First we write down the feed forward network:

\begin{eqnarray*} z^{(1)} &=& W^{(1)}x\\ a^{(1)} &=& f^{(1)}(z^{(1)}) = f^{(1)}(W^{(1)}x)\\ \\ z^{(2)} &=& W^{(2)}a^{(1)}\\ a^{(2)} &=& f^{(2)}(z^{(2)}) = f^{(2)}(W^{(2)}a^{(1)})\\ \\ z^{(3)} &=& W^{(3)}a^{(2)}\\ a^{(3)} &=& f^{(3)}(z^{(3)}) = f^{(3)}(W^{(3)}a^{(2)})\\ \end{eqnarray*}

There is another common formulation that uses \(z = Wx+b\) instead of just \(Wx\), which is equivalent to the above if in each input and hidden layer the last element of \(f^{(i)}\) is set to the constant function 1 instead of the sigmoid function. Below we will follow this setting.

The cost function is \(C(y, f^{(3)}(W^{(3)} f^{(2)}(W^{(2)} f^{(1)}(W^{(1)} x ) ) ))\), and its derivative with respect to \(x\) is

\[\frac{dC}{dx} = \frac{dC}{da^{(3)}} \cdot \frac{da^{(3)}}{dz^{(3)}} \cdot \frac{dz^{(3)}}{da^{(2)}} \cdot \frac{da^{(2)}}{dz^{(2)}} \cdot \frac{dz^{(2)}}{da^{(1)}} \cdot \frac{da^{(1)}}{dz^{(1)}} \cdot \frac{dz^{(1)}}{dx},\]
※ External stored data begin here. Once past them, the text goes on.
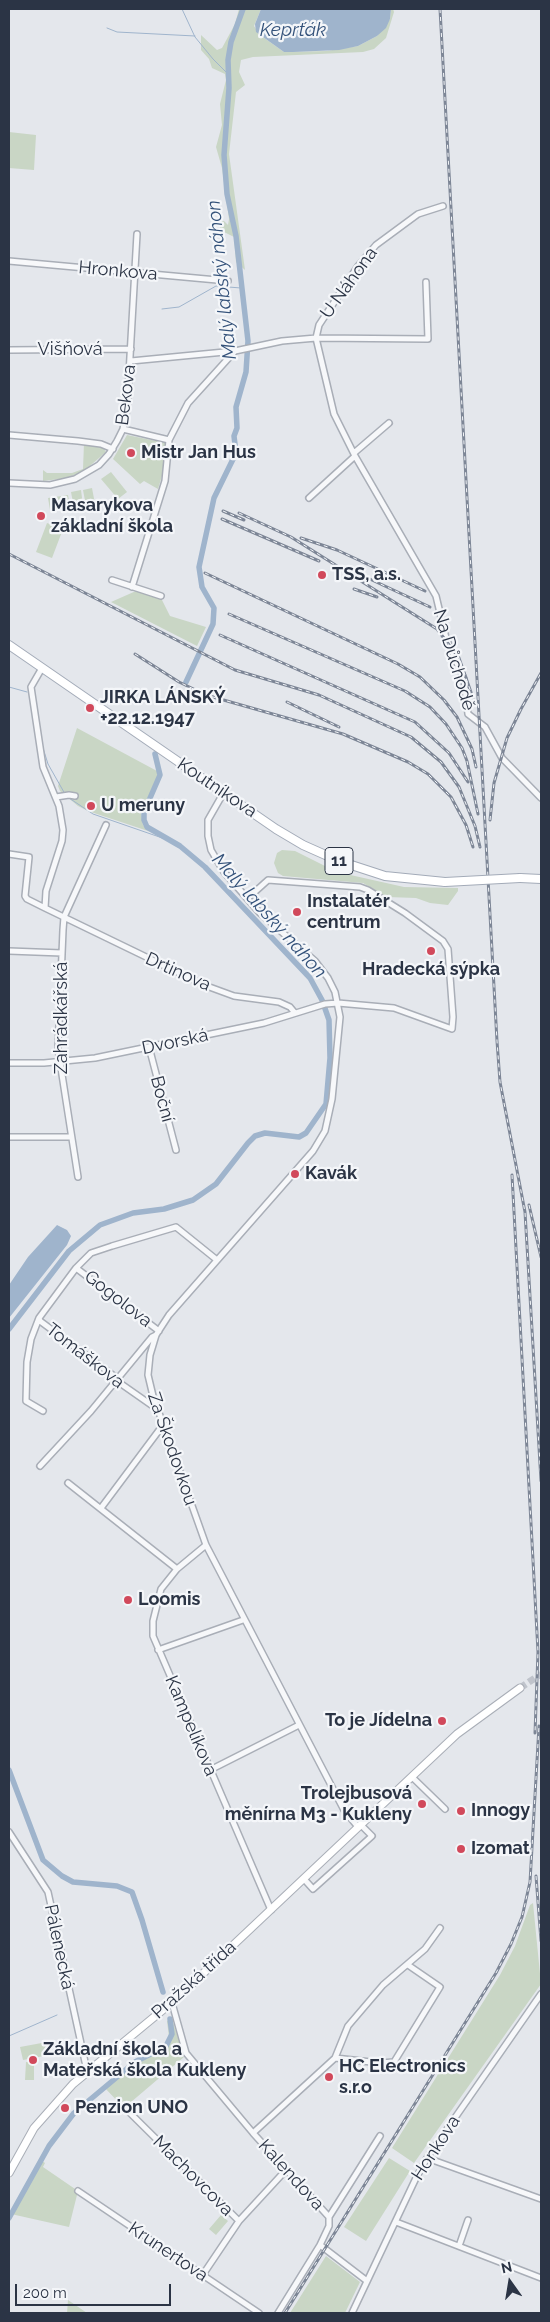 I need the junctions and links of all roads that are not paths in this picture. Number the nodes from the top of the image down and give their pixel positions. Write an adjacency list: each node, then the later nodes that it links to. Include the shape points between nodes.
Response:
1 (443, 206): 7 (street, U Náhona, via 418,214 376,245 319,325)
2 (137, 234): 4 (street, Bekova)
3 (9, 261): 4 (street, Hronkova)
4 (134, 273): 5 (street, Hronkova); 8 (street, Bekova)
5 (228, 281)
6 (426, 282): 7 (street, U Náhona, via 428,339)
7 (316, 338): 10 (street, U Náhona); 17 (street, Na Důchodě, via 334,414)
8 (131, 349): 9 (street, Višňová); 11 (street, Bekova)
9 (9, 350)
10 (235, 351): 11 (street, U Náhona); 15 (street, via 188,402)
11 (130, 361): 13 (street, Bekova)
12 (389, 423): 17 (street)
13 (123, 429): 15 (street); 16 (street, Bekova)
14 (9, 435): 16 (street, Bekova, via 78,440)
15 (169, 440): 21 (street, via 165,481)
16 (113, 449): 18 (street, via 88,473 66,482 50,485)
17 (354, 455): 19 (street); 28 (street, Na Důchodě, via 436,596 446,638 464,679 468,714 485,727 501,757)
18 (9, 483)
19 (308, 498)
20 (112, 580): 21 (street)
21 (132, 587): 22 (street)
22 (161, 596)
23 (9, 646): 24 (main road, Koutníkova / 11)
24 (42, 668): 25 (main road, Koutníkova / 11); 27 (street, via 31,687 42,767)
25 (224, 792): 31 (main road, Koutníkova / 11, bridge, via 276,829 328,856 392,877 445,882); 32 (street, Za Škodovkou, via 210,817 208,836 211,850 224,872)
26 (75, 796): 27 (street)
27 (56, 797): 33 (street, via 63,835 46,891)
28 (541, 798)
29 (106, 825): 34 (street, Zahrádkářská)
30 (9, 854): 33 (street, via 29,854 25,896)
31 (541, 878)
32 (248, 898): 37 (street, Za Škodovkou, via 268,921 315,962 328,978); 37 (street, via 268,880 360,887 405,913 443,941 448,949 452,1029 394,1008)
33 (45, 908): 34 (street)
34 (64, 918): 36 (street, Zahrádkářská); 38 (street, Drtinova, via 204,985 234,996 279,1002)
35 (9, 951): 36 (street)
36 (62, 953): 40 (street, Zahrádkářská)
37 (338, 1003): 38 (street, Dvorská); 46 (street, Za Škodovkou, via 340,1017 332,1098 325,1131 304,1163)
38 (295, 1013): 39 (street, Dvorská, via 264,1023)
39 (149, 1047): 40 (street, Dvorská); 44 (street, Boční)
40 (59, 1062): 41 (street, Dvorská); 42 (street, Zahrádkářská)
41 (9, 1063)
42 (71, 1136): 43 (street); 45 (street, Zahrádkářská)
43 (9, 1137)
44 (176, 1150)
45 (78, 1177)
46 (217, 1260): 47 (street, Tomáškova, via 176,1227 91,1253); 49 (street, Za Škodovkou)
47 (76, 1268): 48 (street, Tomáškova); 49 (street, Gogolova)
48 (40, 1318): 50 (street, Tomáškova, via 40,1322 93,1359); 52 (street, Tomáškova, via 28,1353 26,1401)
49 (158, 1333): 50 (street); 51 (street, Za Škodovkou, via 150,1355 148,1375)
50 (116, 1381): 51 (street, Tomáškova); 54 (street)
51 (157, 1410): 53 (street, Za Škodovkou)
52 (43, 1411)
53 (163, 1425): 56 (street); 57 (street, Za Škodovkou)
54 (40, 1466)
55 (68, 1483): 56 (street)
56 (102, 1508): 58 (street)
57 (206, 1545): 58 (street, Kampelíkova); 59 (street, Za Škodovkou)
58 (177, 1569): 60 (street, Kampelíkova, via 157,1597 153,1630)
59 (243, 1620): 60 (street); 62 (street, Za Škodovkou)
60 (158, 1650): 63 (street, Kampelíkova)
61 (520, 1688): 64 (street, Pražská třída, via 457,1734)
62 (298, 1725): 63 (street); 66 (street, Za Škodovkou, via 344,1810)
63 (210, 1770): 69 (street, Kampelíkova)
64 (412, 1777): 65 (street); 66 (street, Pražská třída)
65 (445, 1809)
66 (359, 1826): 68 (street, Pražská třída); 68 (street, via 372,1836 314,1889)
67 (9, 1832): 75 (street, Pálenecká, via 48,1892)
68 (304, 1879): 69 (street, Pražská třída)
69 (271, 1910): 73 (street, Pražská třída)
70 (440, 1928): 71 (street, Kalendova)
71 (408, 1965): 74 (street, Kalendova, via 383,1985 348,2026); 74 (street, via 440,1987 394,2062)
72 (541, 1994): 79 (street, Honkova)
73 (172, 2003): 75 (street, Pražská třída); 77 (street, Kalendova, via 186,2053)
74 (335, 2058): 77 (street, Kalendova)
75 (87, 2071): 81 (street, Pražská třída, via 34,2128)
76 (126, 2109): 86 (street, Machovcova)
77 (253, 2133): 80 (street, Kalendova)
78 (380, 2136): 84 (street)
79 (428, 2158): 83 (street); 87 (street, Honkova)
80 (286, 2170): 84 (street, Kalendova); 86 (street)
81 (9, 2173)
82 (78, 2191): 90 (street, Krunertova)
83 (541, 2199)
84 (329, 2217): 88 (street, Kalendova, via 329,2226)
85 (468, 2220): 89 (street)
86 (239, 2221): 90 (street)
87 (396, 2222): 89 (street); 92 (street, Honkova)
88 (320, 2245): 92 (street); 94 (street, Kalendova)
89 (460, 2246): 91 (street)
90 (202, 2276): 93 (street, Krunertova)
91 (541, 2278)
92 (367, 2282): 95 (street, Honkova)
93 (258, 2313)
94 (278, 2313)
95 (352, 2313)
each term of which is a total derivative. Recall that the total derivative of \(f: \mathbb R^m \rightarrow \mathbb R^n\) is defined as the linear map \(df_a\) such that

\[\lim_{x\rightarrow a}\frac{\Vert f(x) - f(a) - df_a(x-a)\Vert}{\Vert x-a \Vert} = 0.\]

The matrix form of this linear map is of size \(n\times m\).

To understand terms of the form \(da^{(i)}/dz^{(i)}\) (the 2nd, 4th and 6th total derivatives on the right hand side) first note that \(f^{(i)}\) is an \(\mathbb R^n\rightarrow\mathbb R^n\) function, \(n\) the number of layers in the \(i\)th layer (layer is zero indexed). For example for the output layer \(f^{(3)}\) is \(\mathbb R^4\rightarrow\mathbb R^4\). Thus the total derivative \(da^{(3)}/dz^{(3)}\) is of size \(4\times 4\). Since the activation function is applied element by element, the \(z^{(3)}_i\) has no impact on \(a^{(3)}_j\) if \(i\neq j\). Thus the total derivative is a diagonal matrix

\[\begin{split}\frac{da^{(3)}}{dz^{(3)}} = \begin{pmatrix} (f_1^{(3)})^\prime(z^{(3)}_1) &&&\\ & (f_2^{(3)})^\prime(z^{(3)}_2) &&\\ && (f_3^{(3)})^\prime(z^{(3)}_3) &\\ &&& (f_4^{(3)})^\prime(z^{(3)}_4) \end{pmatrix}_{4\times 4},\end{split}\]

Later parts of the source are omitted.